The increased capabilities meant that these systems were very flexible and creation or modification and even deletion of alarms was very cost effective. However, no one had imagined that engineers would short-cut the process of deciding if an alarm was really necessary. Instead, the thought process was they should alarm as much as possible. However, now we have industries with plants whose running process control systems are flooded with alarms that are never used, or have no meaning whatsoever. They are nothing more than a nuisance for people controlling these systems. Those meant to actually operate these alarms are unable to do so effectively because they have no way to distinguish between (other than experience) good and bad alarms. Good alarms are those which are rational, which actually make sense and lead to operator action. The operator should know what to do or look for when one of these alarms goes off. Bad alarms, are those which really make no difference to the operator, are perhaps nice-to-know, but do not necessarily lead to operator action. These alarms should be avoided and are currently where many plants suffer today. These can be defined as alerts and require no operator intervention. However the decision to put these in place should also be well thought out because they can themselves become a flood.

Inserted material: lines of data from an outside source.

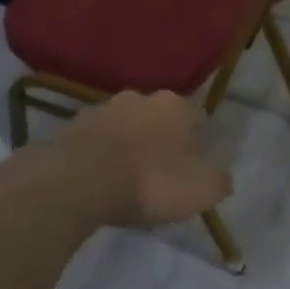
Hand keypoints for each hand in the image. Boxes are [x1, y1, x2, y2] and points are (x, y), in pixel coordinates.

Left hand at [59, 90, 231, 226]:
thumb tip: (219, 177)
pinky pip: (95, 141)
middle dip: (161, 141)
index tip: (193, 168)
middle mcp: (140, 97)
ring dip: (128, 146)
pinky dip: (100, 156)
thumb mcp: (202, 190)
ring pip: (125, 127)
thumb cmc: (150, 182)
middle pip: (159, 119)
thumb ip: (218, 180)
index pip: (197, 118)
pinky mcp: (70, 127)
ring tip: (126, 180)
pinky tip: (99, 180)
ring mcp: (101, 109)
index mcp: (176, 106)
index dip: (198, 143)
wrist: (78, 182)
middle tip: (160, 174)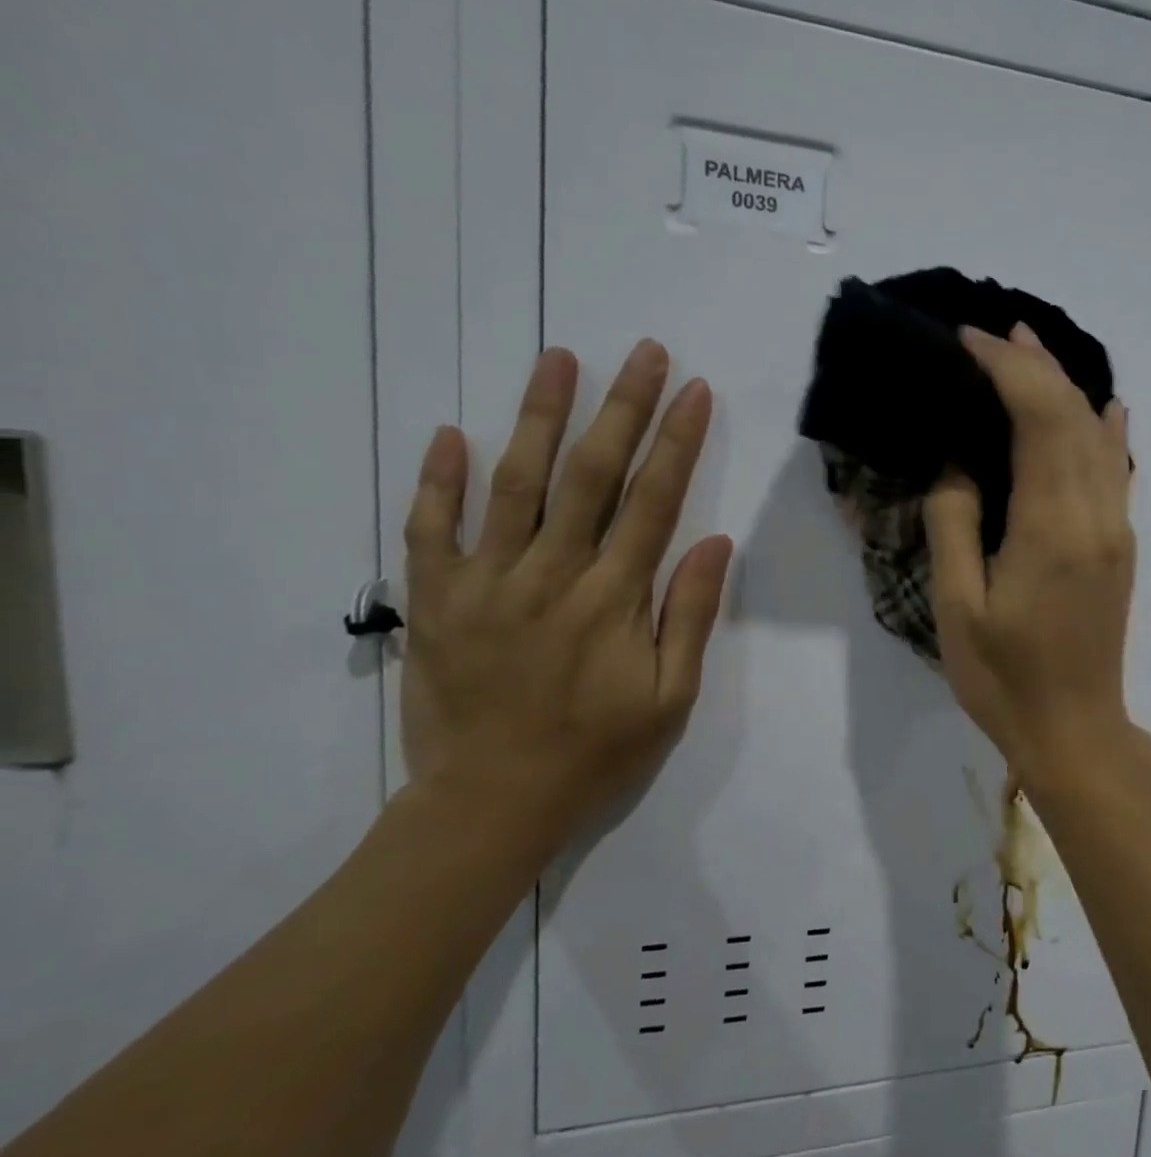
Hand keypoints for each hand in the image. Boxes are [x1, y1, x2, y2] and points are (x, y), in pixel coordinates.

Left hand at [400, 341, 732, 847]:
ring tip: (559, 360)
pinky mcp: (437, 600)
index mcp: (612, 599)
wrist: (491, 804)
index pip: (653, 501)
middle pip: (591, 475)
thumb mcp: (670, 698)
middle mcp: (551, 575)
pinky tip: (449, 433)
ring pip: (514, 484)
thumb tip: (714, 541)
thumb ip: (689, 615)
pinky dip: (436, 481)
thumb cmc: (596, 752)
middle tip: (642, 351)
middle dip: (622, 408)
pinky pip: (429, 530)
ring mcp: (486, 583)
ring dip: (538, 416)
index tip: (694, 390)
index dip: (677, 442)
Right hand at [924, 323, 1136, 785]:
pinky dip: (1106, 429)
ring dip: (1066, 388)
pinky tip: (1105, 408)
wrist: (1074, 730)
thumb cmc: (1004, 677)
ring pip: (1099, 436)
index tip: (968, 343)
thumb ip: (955, 524)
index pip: (1039, 419)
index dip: (1007, 370)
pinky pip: (1117, 469)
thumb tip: (959, 462)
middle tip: (994, 333)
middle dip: (1035, 366)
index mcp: (1052, 527)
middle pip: (1075, 415)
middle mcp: (1096, 515)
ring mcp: (1116, 528)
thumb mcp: (959, 607)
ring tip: (1031, 352)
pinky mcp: (1119, 544)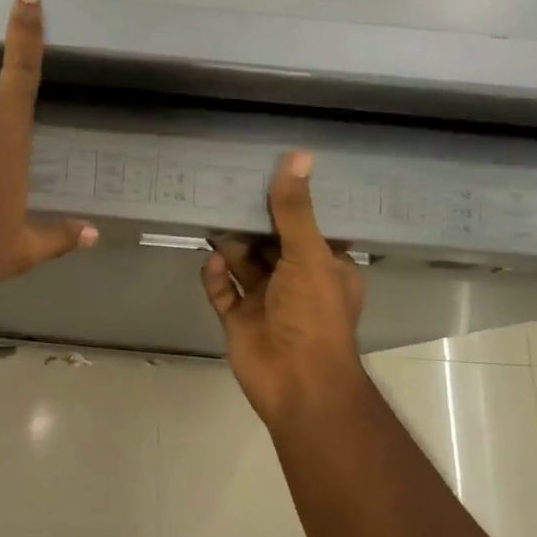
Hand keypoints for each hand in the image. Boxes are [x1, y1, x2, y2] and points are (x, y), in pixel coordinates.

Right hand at [201, 152, 367, 428]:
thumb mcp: (308, 254)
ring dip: (231, 246)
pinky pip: (223, 291)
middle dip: (253, 222)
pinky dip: (216, 276)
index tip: (269, 172)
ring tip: (211, 214)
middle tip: (227, 186)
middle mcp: (297, 281)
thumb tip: (297, 156)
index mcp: (326, 267)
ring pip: (245, 265)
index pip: (310, 227)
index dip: (292, 203)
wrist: (295, 381)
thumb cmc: (312, 314)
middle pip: (272, 243)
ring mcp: (266, 302)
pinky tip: (210, 260)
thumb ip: (295, 209)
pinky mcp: (240, 319)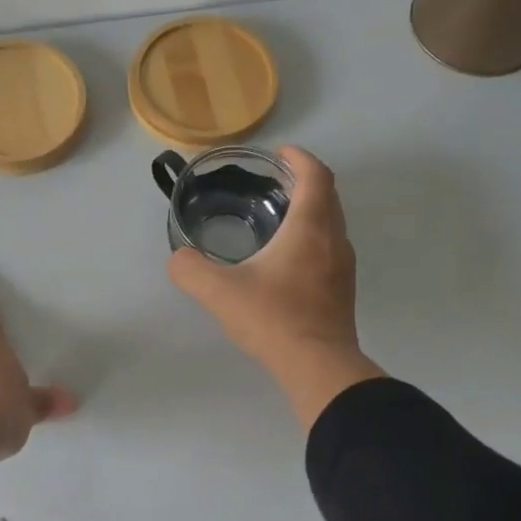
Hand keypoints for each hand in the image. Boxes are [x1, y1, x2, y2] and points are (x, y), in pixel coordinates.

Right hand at [168, 146, 386, 428]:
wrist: (318, 366)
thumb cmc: (273, 318)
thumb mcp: (219, 292)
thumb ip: (191, 269)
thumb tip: (178, 258)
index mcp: (309, 228)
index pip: (315, 176)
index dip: (300, 158)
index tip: (280, 154)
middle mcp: (334, 240)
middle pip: (328, 197)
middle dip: (304, 182)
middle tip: (274, 184)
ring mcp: (343, 267)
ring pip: (331, 225)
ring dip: (311, 212)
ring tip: (278, 218)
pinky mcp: (342, 291)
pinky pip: (330, 249)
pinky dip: (313, 239)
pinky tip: (287, 261)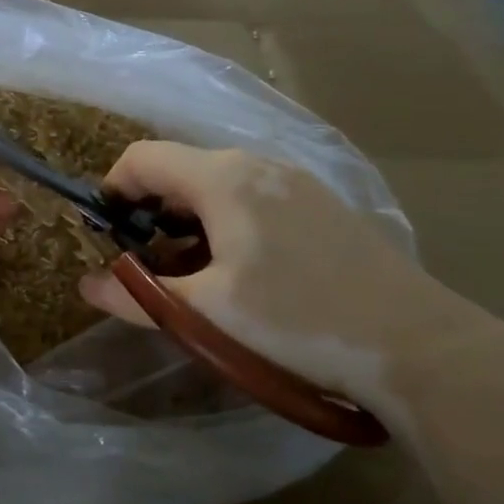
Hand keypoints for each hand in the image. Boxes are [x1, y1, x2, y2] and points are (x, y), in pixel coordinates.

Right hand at [78, 142, 468, 423]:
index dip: (112, 191)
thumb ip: (136, 296)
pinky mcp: (322, 206)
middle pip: (180, 171)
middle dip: (150, 213)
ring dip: (188, 223)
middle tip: (146, 268)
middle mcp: (258, 164)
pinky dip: (225, 226)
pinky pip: (253, 200)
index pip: (142, 158)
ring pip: (218, 187)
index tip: (105, 237)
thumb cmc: (296, 321)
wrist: (418, 345)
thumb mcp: (204, 314)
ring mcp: (296, 183)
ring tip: (192, 278)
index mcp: (223, 178)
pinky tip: (244, 276)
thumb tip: (86, 286)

Alarm Management is a program which many companies need to have to manage the amount of alarms they have. Companies who were forward thinking had these in place way in advance, but lately they become more and more of a legal requirement. The rationalisation of alarms is a challenging and time-consuming dynamic process. Various organisations have created metrics in different parts of the world that plants should strive to achieve if their operators are able to manage. Be it per hour, per day, per shift, per operator, per station, the end goal is the same: to reduce these alarms to a manageable level and to ensure that operators are not overwhelmed by running systems.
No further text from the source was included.